Maringá Funcionários da Transporte Coletivo Cidade Cancão (TCCC), empresa responsável pelo serviço em Maringá, estiveram ontem à tarde na Câmara Municipal pedindo aos vereadores que mantenham o contrato com a prefeitura. Documento assinado pelo Sindicato dos Trabalhadores em Empresas de Transportes Rodoviários de Maringá e pela Associação dos Funcionários da TCCC questionam o decreto do prefeito José Claudio Pereira (PT), que anula o contrato com a empresa e determina a abertura de licitação pública no setor.
Com faixas e cartazes, os funcionários insistiram que a quebra do contrato com a TCCC vai representar desemprego. De acordo com o presidente do sindicato, Ronaldo José da Silva, a TCCC tem 800 funcionários e cerca de 10% têm mais de 40 anos. ''São funcionários que dificilmente terão chance de arrumar emprego no mercado de trabalho'', afirmou.
A presença dos funcionários da TCCC acirrou ainda mais as divergências entre os vereadores em relação ao decreto municipal. O presidente da Câmara, John Correa (PMDB), disse aos funcionários que a assessoria jurídica da Casa tem um parecer indicando que o processo que originou a quebra do contrato com a TCCC está cheio de irregularidades.
Ele fez questão de frisar ser contra a atitude do prefeito e disse que na próxima segunda-feira os vereadores vão se reunir para decidir o que a Câmara fará em relação ao decreto. ''Vai ser uma decisão política porque há vereadores que entendem a mesma questão de maneira diferente'', adiantou. Correa fez críticas severas ao procurador jurídico da prefeitura, Alaércio Cardoso, afirmando que ele não conhece ou faz que não conhece a Lei Orgânica do município.
Conforme Correa, o processo instaurado pela prefeitura contra a TCCC é de uma total ''imbecilidade''. Outros vereadores também declararam apoio aos funcionários da TCCC e afirmaram que vão votar pela anulação do ato do prefeito.

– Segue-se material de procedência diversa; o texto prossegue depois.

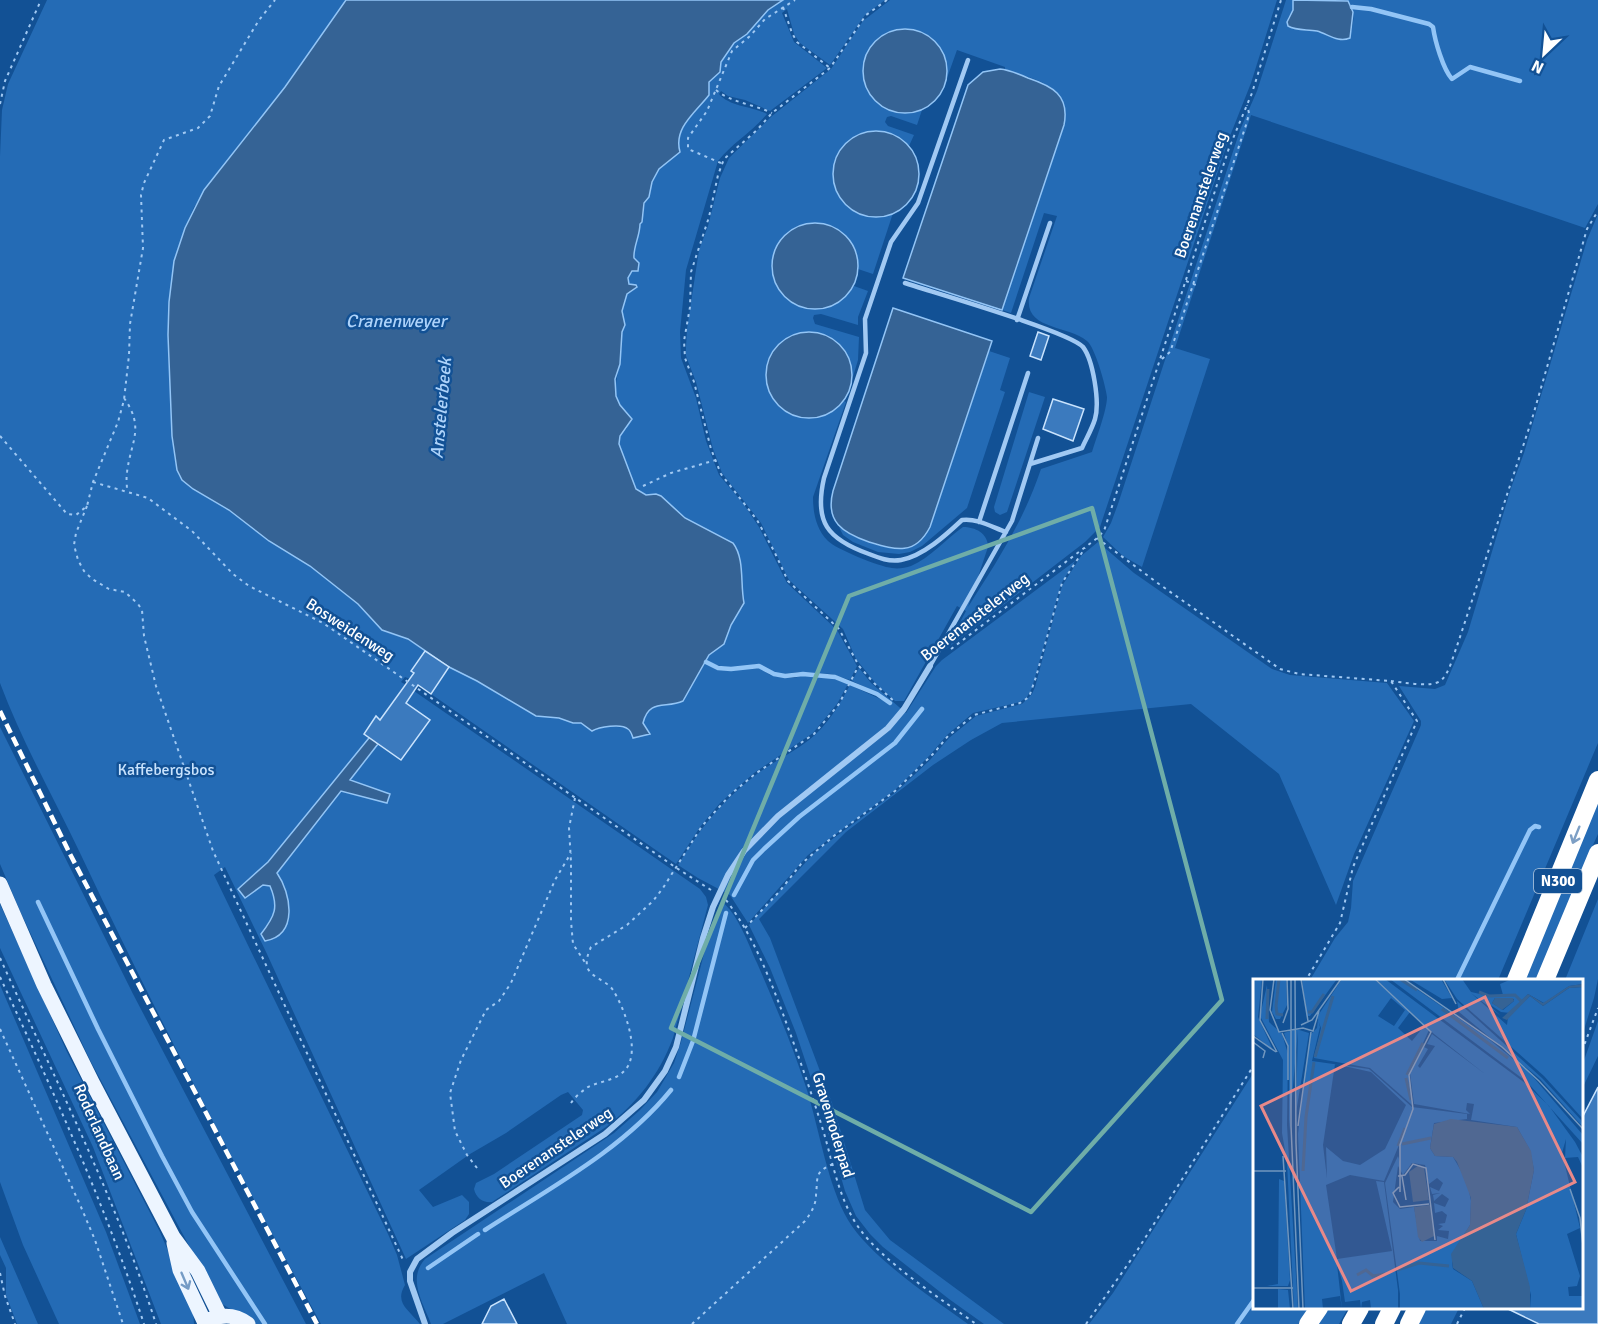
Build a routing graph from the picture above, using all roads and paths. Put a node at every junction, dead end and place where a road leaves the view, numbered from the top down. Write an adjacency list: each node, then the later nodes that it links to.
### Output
1 (41, 0): 10 (path)
2 (275, 0): 22 (path)
3 (795, 0): 6 (path)
4 (887, 0): 8 (path)
5 (1281, 0): 11 (path, Boerenanstelerweg)
6 (783, 7): 8 (path); 9 (path)
7 (968, 60): 31 (lane)
8 (830, 68): 12 (path)
9 (716, 90): 12 (path); 13 (path)
10 (0, 104)
11 (1247, 105): 16 (path, Boerenanstelerweg); 18 (path)
12 (772, 113): 13 (path)
13 (721, 164): 25 (path)
14 (1598, 211): 37 (path)
15 (1050, 223): 19 (lane)
16 (1186, 281): 18 (path); 20 (path, Boerenanstelerweg)
17 (905, 283): 19 (lane)
18 (1195, 284): 20 (path)
19 (1017, 320): 26 (lane)
20 (1160, 361): 33 (path, Boerenanstelerweg)
21 (1028, 373): 31 (lane)
22 (124, 398): 27 (path); 29 (path)
23 (0, 436): 30 (path)
24 (1038, 438): 26 (lane)
25 (716, 460): 28 (path); 35 (path)
26 (1030, 464): 32 (lane)
27 (93, 482): 29 (path, Bosweidenweg); 30 (path)
28 (643, 486)
29 (127, 491): 40 (path, Bosweidenweg)
30 (87, 506): 63 (path)
31 (979, 522): 32 (lane)
32 (1006, 532): 36 (lane)
33 (1097, 538): 34 (path, Boerenanstelerweg); 37 (path)
34 (1087, 546): 36 (path, Boerenanstelerweg); 46 (path)
35 (859, 666): 38 (path); 43 (path)
36 (930, 666): 38 (street, Boerenanstelerweg)
37 (1391, 681): 51 (path)
38 (904, 709): 45 (street, Boerenanstelerweg)
39 (1598, 780): 52 (highway, N300, one-way to 52)
40 (575, 798): 41 (path); 43 (path, Bosweidenweg)
41 (571, 853): 49 (path); 61 (path)
42 (1598, 853): 47 (highway, N300)
43 (675, 867): 45 (path, Bosweidenweg); 49 (path)
44 (0, 884): 62 (main road, Roderlandbaan)
45 (718, 894): 46 (path, Gravenroderpad); 63 (street, Boerenanstelerweg)
46 (745, 928): 60 (path, Gravenroderpad)
47 (1567, 928): 53 (highway, N300); 54 (highway, N300)
48 (0, 958): 74 (path, Roderlandbaan)
49 (587, 966): 59 (path)
50 (0, 977): 73 (path, Roderlandbaan)
51 (1307, 979)
52 (1517, 979)
53 (1546, 979)
54 (1551, 979)
55 (1598, 1008): 57 (path)
56 (0, 1029): 72 (path)
57 (1583, 1046)
58 (1253, 1067): 80 (path)
59 (571, 1103)
60 (833, 1164): 78 (path); 79 (path, Gravenroderpad)
61 (477, 1168)
62 (173, 1237): 70 (main road, Roderlandbaan); 75 (main road, Roderlandbaan, one-way to 75)
63 (410, 1272): 77 (street)
64 (0, 1273): 71 (path)
65 (1317, 1309): 81 (highway)
66 (1360, 1309): 82 (highway)
67 (1392, 1309): 83 (highway)
68 (1416, 1309): 84 (highway)
69 (1464, 1309): 85 (path)
70 (220, 1316): 75 (main road); 76 (main road)
71 (15, 1324)
72 (123, 1324)
73 (144, 1324)
74 (156, 1324)
75 (205, 1324)
76 (248, 1324)
77 (425, 1324)
78 (692, 1324)
79 (976, 1324)
80 (1086, 1324)
81 (1308, 1324)
82 (1352, 1324)
83 (1384, 1324)
84 (1409, 1324)
85 (1457, 1324)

Os vereadores que querem a quebra do monopólio defenderam a tese de que o fim do contrato é necessário para obedecer a Constituição Federal de 88, que prevê a realização de licitação pública para todo serviço púlbico. De acordo com a vereadora Marly Martins (PPB), em outros municípios brasileiros onde ocorreu a quebra do monopólio do serviço de transporte coletivo, os preços das tarifas são menores do que em Maringá e os funcionários das respectivas empresas passaram a ter um salário melhor. Ela disse que o fim do contrato com a TCCC é necessária em respeito à Constituição.